1. A dictionary registration system for performing natural language processing by using a user dictionary, the system comprising:
a data processing apparatus that performs the natural language processing by managing and using the user dictionary; and
a storage apparatus that retains system dictionary information and user dictionary information for use in the natural language processing,
wherein
said storage apparatus includes
the system dictionary information for use in the natural language processing, and
the user dictionary; and
said data processing apparatus includes
word information registering unit that registers information on an input word into the user dictionary,
a difference creating unit that creates differences in a result of processing between a first result of processing when the natural language processing is performed by using the system dictionary information and a second result of processing when the natural language processing is performed by using the system dictionary information and the user dictionary information,
a correct-incorrect accepting unit that accepts correct-incorrect judgments as to whether changes from the first result of processing to the second result of processing are correct or incorrect, the changes corresponding to the differences created by said difference creating unit, and
a dictionary registration unit that registers registration information on the accepted word into the user dictionary along with part or all of pairs of the correct-incorrect judgments accepted and input sentences from which the differences given the respective correct-incorrect judgments are created.
2. The dictionary registration system according to claim 1, wherein
said data processing apparatus further includes:
a parameter learning unit that calculates a use condition and a using score of the accepted word by using information on the pair(s) of the correct-incorrect judgment(s) and the input sentence(s) from which the difference(s) given the correct-incorrect judgment(s) is/are created, the pair(s) being stored with the word and registered in the user dictionary by said dictionary registration unit; and
a natural language analysis processing unit that, when an input to be analyzed by a natural language processing system includes a word that is registered in the user dictionary by said dictionary registration unit, analyzes the input by using the information on the input word registered by said word information registering unit only if the use condition of the word calculated by said parameter learning unit is satisfied, or analyzes the input by using the score calculated by said parameter learning unit.
3. The dictionary registration system according to claim 1, wherein
said data processing apparatus further includes
a use condition and using score recalculating unit that is capable of accepting an additional correct-incorrect judgment as to information on a pair of a target sentence of the registration information on the word accepted and an input sentence from which a difference given a correct-incorrect judgment is created, and recalculating the use condition and using score that are registered in the user dictionary by said dictionary registration unit.
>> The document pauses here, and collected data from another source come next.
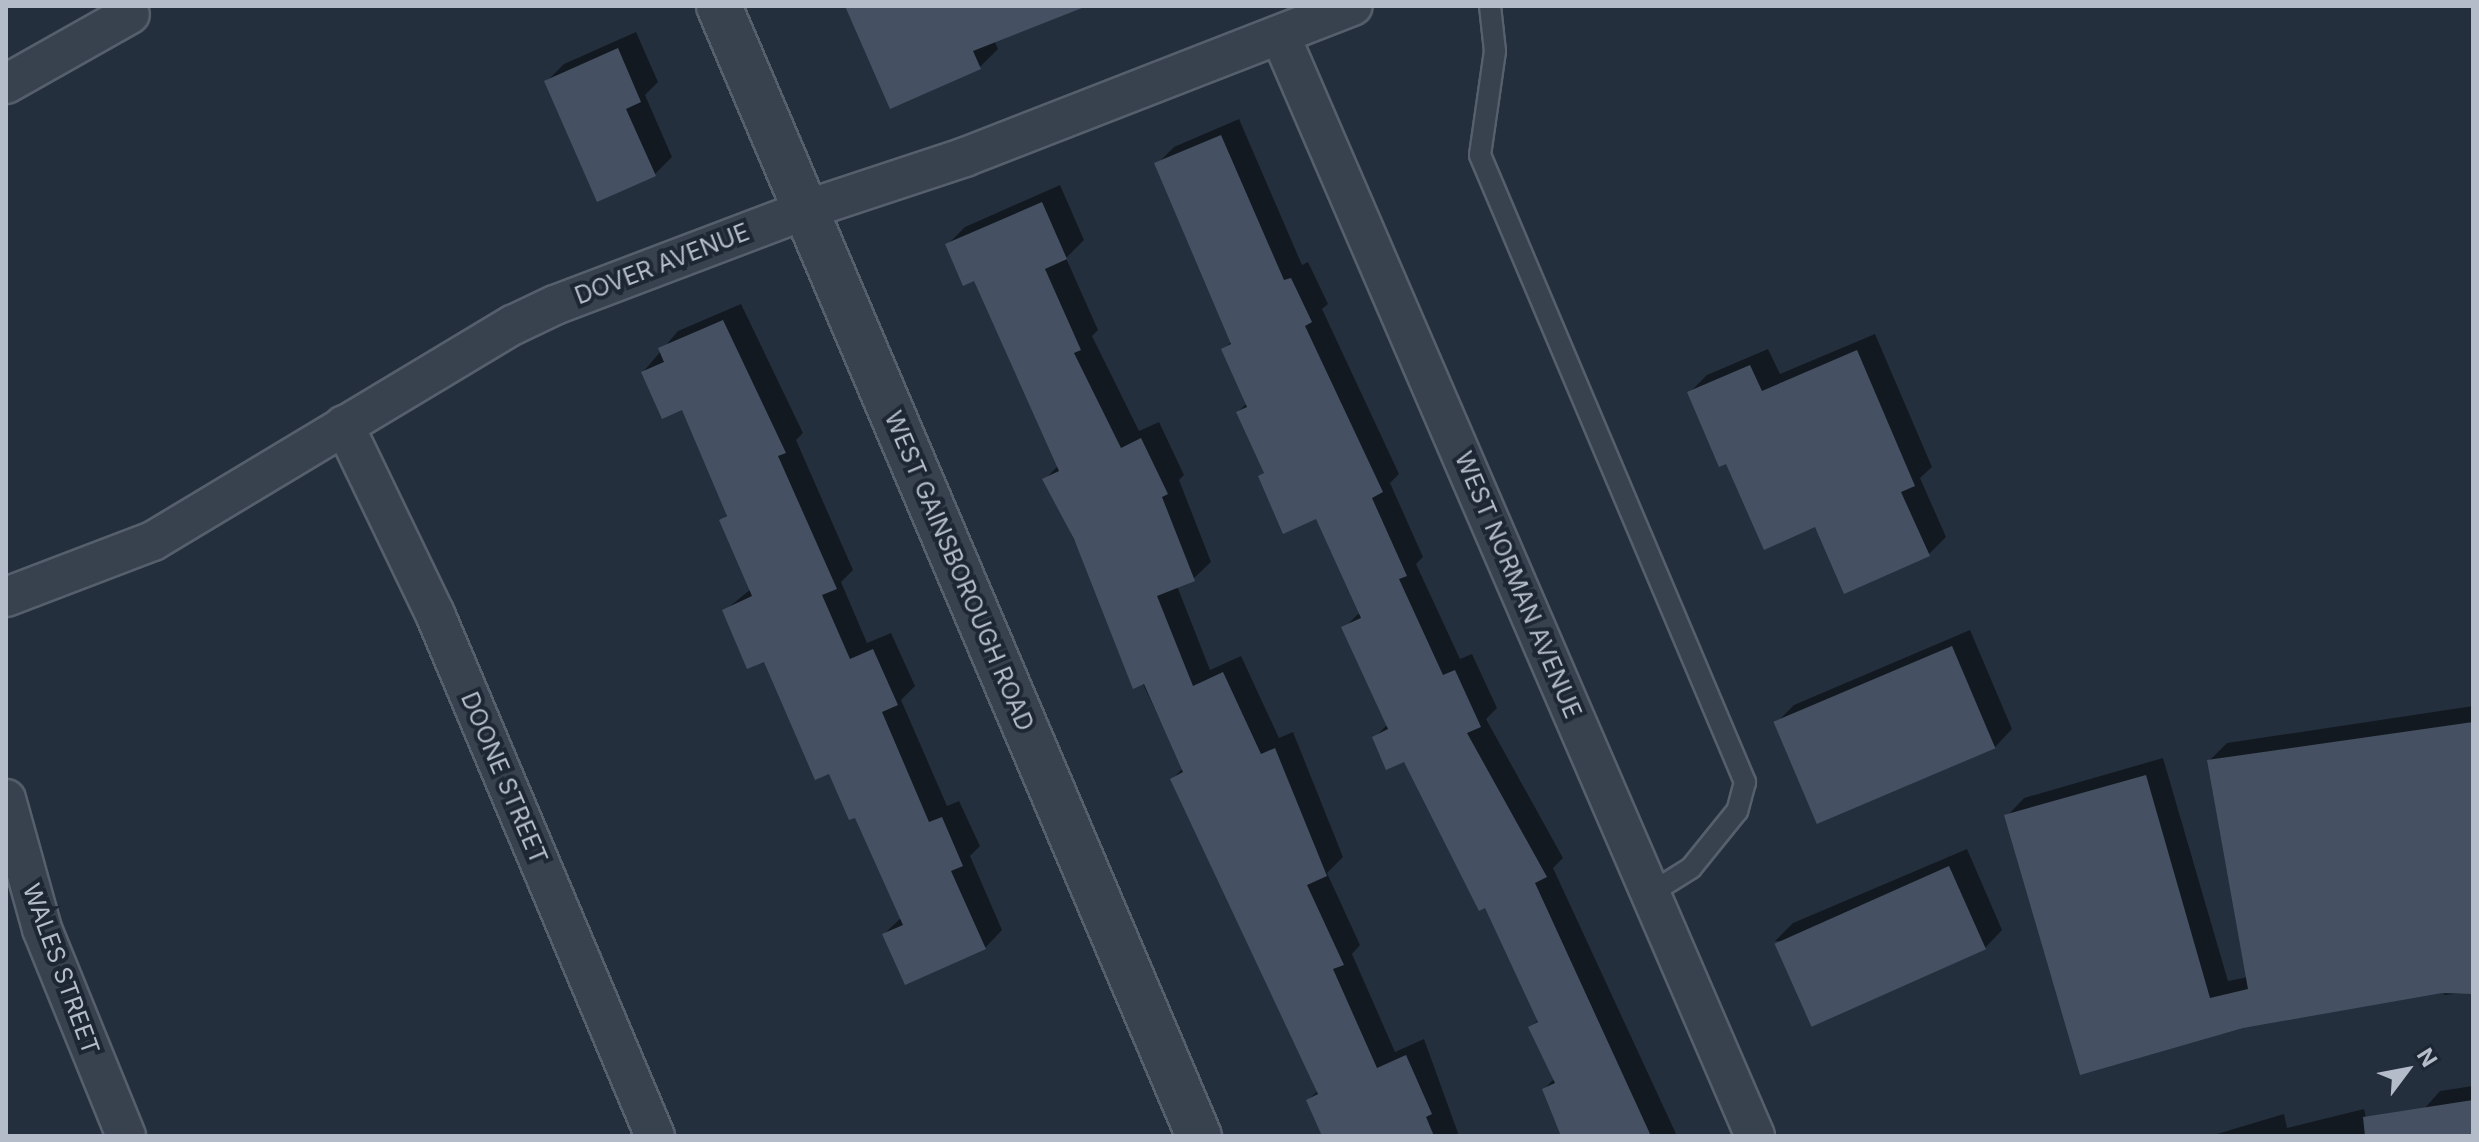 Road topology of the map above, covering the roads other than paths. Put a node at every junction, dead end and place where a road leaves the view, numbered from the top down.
1 (719, 6) edge
2 (1353, 6) edge
3 (1490, 6) edge
4 (130, 14) dead end
5 (1280, 35) junction
6 (6, 84) edge
7 (805, 210) junction
8 (344, 425) junction
9 (6, 597) edge
10 (6, 799) edge
11 (1651, 893) junction
12 (126, 1136) edge
13 (655, 1136) edge
14 (1199, 1136) edge
15 (1755, 1136) edge

1 - 7 street, WEST GAINSBOROUGH ROAD
2 - 5 street, DOVER AVENUE
3 - 11 lane
4 - 6 street
5 - 7 street, DOVER AVENUE
5 - 11 street, WEST NORMAN AVENUE
7 - 8 street, DOVER AVENUE
7 - 14 street, WEST GAINSBOROUGH ROAD
8 - 9 street, DOVER AVENUE
8 - 13 street, DOONE STREET
10 - 12 street, WALES STREET
11 - 15 street, WEST NORMAN AVENUE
4. A dictionary registration system for performing natural language processing by using a user dictionary, the system comprising;
a data processing apparatus that performs the natural language processing by managing and using the user dictionary and
a storage apparatus that retains system dictionary information and user dictionary information for use in the natural language processing,
wherein
said storage apparatus includes
the system dictionary information for use in the natural language processing, and
the user dictionary; and
said data processing apparatus includes
a word information registering unit that registers information on an input word into the user dictionary,
a difference creating unit that creates differences in a result of processing between a first result of processing when the natural language processing is performed by using the system dictionary information and a second result of processing when the natural language processing is performed by using the system dictionary information and the user dictionary information,
a correct-incorrect accepting unit that accepts correct-incorrect judgments as to whether changes from the first result of processing to the second result of processing are correct or incorrect, the changes corresponding to the differences created by said difference creating unit,
a parameter learning unit that calculates either one or a combination of a use condition and a using. score of the accepted word from the correct-incorrect judgments accepted, and
a dictionary registration unit that registers registration information on the accepted word into the user dictionary along with either one or a combination of the use condition and score calculated.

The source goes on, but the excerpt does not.